--- MATERIALS PROVIDED Enclosed Below ---
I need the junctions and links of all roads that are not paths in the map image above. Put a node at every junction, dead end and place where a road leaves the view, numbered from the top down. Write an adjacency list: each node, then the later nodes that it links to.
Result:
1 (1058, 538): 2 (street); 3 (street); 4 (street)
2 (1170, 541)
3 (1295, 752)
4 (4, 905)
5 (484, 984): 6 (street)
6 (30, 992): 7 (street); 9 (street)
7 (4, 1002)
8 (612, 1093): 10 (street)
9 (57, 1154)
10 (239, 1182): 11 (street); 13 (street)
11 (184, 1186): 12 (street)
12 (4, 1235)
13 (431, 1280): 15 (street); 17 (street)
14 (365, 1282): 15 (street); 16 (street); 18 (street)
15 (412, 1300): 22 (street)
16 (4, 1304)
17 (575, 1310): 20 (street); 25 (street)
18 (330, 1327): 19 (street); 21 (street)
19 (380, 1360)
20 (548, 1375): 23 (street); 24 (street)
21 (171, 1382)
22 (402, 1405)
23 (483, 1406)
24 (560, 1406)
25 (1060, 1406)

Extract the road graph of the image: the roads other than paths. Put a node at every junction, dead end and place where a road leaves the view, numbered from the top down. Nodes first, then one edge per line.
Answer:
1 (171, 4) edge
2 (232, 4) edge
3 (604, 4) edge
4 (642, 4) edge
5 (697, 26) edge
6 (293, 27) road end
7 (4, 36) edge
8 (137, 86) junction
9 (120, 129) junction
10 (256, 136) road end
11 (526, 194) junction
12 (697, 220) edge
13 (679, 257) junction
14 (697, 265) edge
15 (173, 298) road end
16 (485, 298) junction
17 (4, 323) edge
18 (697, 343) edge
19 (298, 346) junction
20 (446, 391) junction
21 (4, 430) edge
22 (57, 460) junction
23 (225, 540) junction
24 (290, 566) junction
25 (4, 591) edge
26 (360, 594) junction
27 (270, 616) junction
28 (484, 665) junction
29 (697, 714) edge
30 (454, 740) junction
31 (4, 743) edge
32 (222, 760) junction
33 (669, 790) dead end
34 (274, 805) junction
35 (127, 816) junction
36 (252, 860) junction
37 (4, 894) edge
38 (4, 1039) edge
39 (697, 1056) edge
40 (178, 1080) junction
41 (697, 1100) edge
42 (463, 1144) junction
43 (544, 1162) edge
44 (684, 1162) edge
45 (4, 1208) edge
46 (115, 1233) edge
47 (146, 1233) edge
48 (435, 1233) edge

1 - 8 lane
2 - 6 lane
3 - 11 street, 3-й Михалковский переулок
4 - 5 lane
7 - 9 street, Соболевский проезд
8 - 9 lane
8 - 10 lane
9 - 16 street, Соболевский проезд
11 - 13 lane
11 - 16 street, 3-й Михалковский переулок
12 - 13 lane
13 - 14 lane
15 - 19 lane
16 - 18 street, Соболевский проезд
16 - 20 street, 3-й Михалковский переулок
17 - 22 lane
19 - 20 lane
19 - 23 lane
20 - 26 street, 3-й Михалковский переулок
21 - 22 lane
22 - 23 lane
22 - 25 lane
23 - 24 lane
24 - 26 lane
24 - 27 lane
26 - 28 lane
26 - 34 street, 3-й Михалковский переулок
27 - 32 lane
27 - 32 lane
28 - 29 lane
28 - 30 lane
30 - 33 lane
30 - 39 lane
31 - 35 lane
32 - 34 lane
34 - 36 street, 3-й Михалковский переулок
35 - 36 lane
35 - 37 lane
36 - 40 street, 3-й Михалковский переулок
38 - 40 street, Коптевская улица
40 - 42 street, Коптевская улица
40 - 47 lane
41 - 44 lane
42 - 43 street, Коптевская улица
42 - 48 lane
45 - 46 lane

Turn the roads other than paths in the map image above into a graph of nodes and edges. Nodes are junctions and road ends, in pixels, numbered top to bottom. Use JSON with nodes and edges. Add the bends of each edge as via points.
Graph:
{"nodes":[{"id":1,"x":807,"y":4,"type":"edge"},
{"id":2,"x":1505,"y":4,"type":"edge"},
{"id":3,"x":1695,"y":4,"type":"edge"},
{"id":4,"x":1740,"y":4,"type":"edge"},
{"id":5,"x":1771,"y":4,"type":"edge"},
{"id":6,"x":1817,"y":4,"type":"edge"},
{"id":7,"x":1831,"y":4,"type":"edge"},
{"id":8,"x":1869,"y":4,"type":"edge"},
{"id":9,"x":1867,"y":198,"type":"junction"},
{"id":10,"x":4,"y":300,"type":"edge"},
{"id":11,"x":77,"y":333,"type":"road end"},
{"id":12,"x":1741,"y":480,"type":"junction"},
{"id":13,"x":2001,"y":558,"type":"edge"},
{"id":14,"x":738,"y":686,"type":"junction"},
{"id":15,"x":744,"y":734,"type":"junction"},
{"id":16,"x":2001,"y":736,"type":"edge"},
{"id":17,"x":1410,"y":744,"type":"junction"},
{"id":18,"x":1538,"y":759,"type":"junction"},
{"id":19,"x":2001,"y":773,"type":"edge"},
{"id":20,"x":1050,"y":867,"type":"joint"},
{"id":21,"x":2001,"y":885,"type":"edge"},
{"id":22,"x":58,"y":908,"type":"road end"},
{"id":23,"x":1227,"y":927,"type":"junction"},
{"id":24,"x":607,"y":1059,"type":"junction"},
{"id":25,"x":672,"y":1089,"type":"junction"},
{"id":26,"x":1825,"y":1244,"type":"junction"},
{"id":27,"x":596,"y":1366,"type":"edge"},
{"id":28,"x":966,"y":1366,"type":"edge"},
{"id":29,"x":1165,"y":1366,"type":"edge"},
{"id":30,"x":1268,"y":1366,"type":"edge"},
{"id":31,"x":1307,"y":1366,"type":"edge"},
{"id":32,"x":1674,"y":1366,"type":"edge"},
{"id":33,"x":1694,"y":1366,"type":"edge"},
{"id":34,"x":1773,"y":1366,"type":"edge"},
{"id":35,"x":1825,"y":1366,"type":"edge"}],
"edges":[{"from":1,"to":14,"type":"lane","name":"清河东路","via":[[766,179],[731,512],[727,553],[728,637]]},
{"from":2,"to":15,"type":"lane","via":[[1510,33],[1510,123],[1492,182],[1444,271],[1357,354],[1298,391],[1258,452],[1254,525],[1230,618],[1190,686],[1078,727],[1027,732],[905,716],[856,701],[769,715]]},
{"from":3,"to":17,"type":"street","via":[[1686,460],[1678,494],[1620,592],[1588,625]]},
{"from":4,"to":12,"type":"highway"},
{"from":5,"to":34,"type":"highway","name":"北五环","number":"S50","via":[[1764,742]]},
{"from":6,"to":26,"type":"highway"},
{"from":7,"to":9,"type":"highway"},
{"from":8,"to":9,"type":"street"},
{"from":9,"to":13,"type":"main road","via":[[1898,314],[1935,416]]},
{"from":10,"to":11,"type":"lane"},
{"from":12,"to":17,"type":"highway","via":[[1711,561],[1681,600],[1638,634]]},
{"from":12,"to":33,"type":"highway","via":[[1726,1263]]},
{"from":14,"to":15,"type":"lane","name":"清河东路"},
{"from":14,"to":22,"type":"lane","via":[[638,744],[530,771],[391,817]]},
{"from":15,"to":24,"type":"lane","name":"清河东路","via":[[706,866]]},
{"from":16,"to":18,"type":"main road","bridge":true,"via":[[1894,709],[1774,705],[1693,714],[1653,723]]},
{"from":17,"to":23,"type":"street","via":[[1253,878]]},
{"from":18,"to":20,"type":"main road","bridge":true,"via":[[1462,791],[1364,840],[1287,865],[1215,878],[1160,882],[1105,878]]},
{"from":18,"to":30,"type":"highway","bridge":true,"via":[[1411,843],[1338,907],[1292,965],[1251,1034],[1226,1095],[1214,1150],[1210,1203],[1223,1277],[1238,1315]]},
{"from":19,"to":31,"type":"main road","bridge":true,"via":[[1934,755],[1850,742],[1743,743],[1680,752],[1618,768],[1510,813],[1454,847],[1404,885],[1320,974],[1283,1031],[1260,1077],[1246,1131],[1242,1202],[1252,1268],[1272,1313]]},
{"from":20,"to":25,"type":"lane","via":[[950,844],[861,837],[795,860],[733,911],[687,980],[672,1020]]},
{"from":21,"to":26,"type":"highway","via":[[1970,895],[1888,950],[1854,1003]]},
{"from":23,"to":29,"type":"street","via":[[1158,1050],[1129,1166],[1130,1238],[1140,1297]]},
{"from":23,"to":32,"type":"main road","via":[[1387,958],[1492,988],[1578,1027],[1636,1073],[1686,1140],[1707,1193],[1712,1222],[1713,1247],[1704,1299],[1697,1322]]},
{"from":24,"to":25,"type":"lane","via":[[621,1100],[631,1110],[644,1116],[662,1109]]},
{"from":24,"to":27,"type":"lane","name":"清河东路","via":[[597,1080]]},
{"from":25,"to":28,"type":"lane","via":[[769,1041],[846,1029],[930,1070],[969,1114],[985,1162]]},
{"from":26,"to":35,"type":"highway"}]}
--- End of Enclosed MATERIALS PROVIDED ---
Write out exactly the lines between the start of the entries and the line containing "Extract the road", including that line and the first one.

I need the junctions and links of all roads that are not paths in the map image above. Put a node at every junction, dead end and place where a road leaves the view, numbered from the top down. Write an adjacency list: each node, then the later nodes that it links to.
Result:
1 (1058, 538): 2 (street); 3 (street); 4 (street)
2 (1170, 541)
3 (1295, 752)
4 (4, 905)
5 (484, 984): 6 (street)
6 (30, 992): 7 (street); 9 (street)
7 (4, 1002)
8 (612, 1093): 10 (street)
9 (57, 1154)
10 (239, 1182): 11 (street); 13 (street)
11 (184, 1186): 12 (street)
12 (4, 1235)
13 (431, 1280): 15 (street); 17 (street)
14 (365, 1282): 15 (street); 16 (street); 18 (street)
15 (412, 1300): 22 (street)
16 (4, 1304)
17 (575, 1310): 20 (street); 25 (street)
18 (330, 1327): 19 (street); 21 (street)
19 (380, 1360)
20 (548, 1375): 23 (street); 24 (street)
21 (171, 1382)
22 (402, 1405)
23 (483, 1406)
24 (560, 1406)
25 (1060, 1406)

Extract the road graph of the image: the roads other than paths. Put a node at every junction, dead end and place where a road leaves the view, numbered from the top down. Nodes first, then one edge per line.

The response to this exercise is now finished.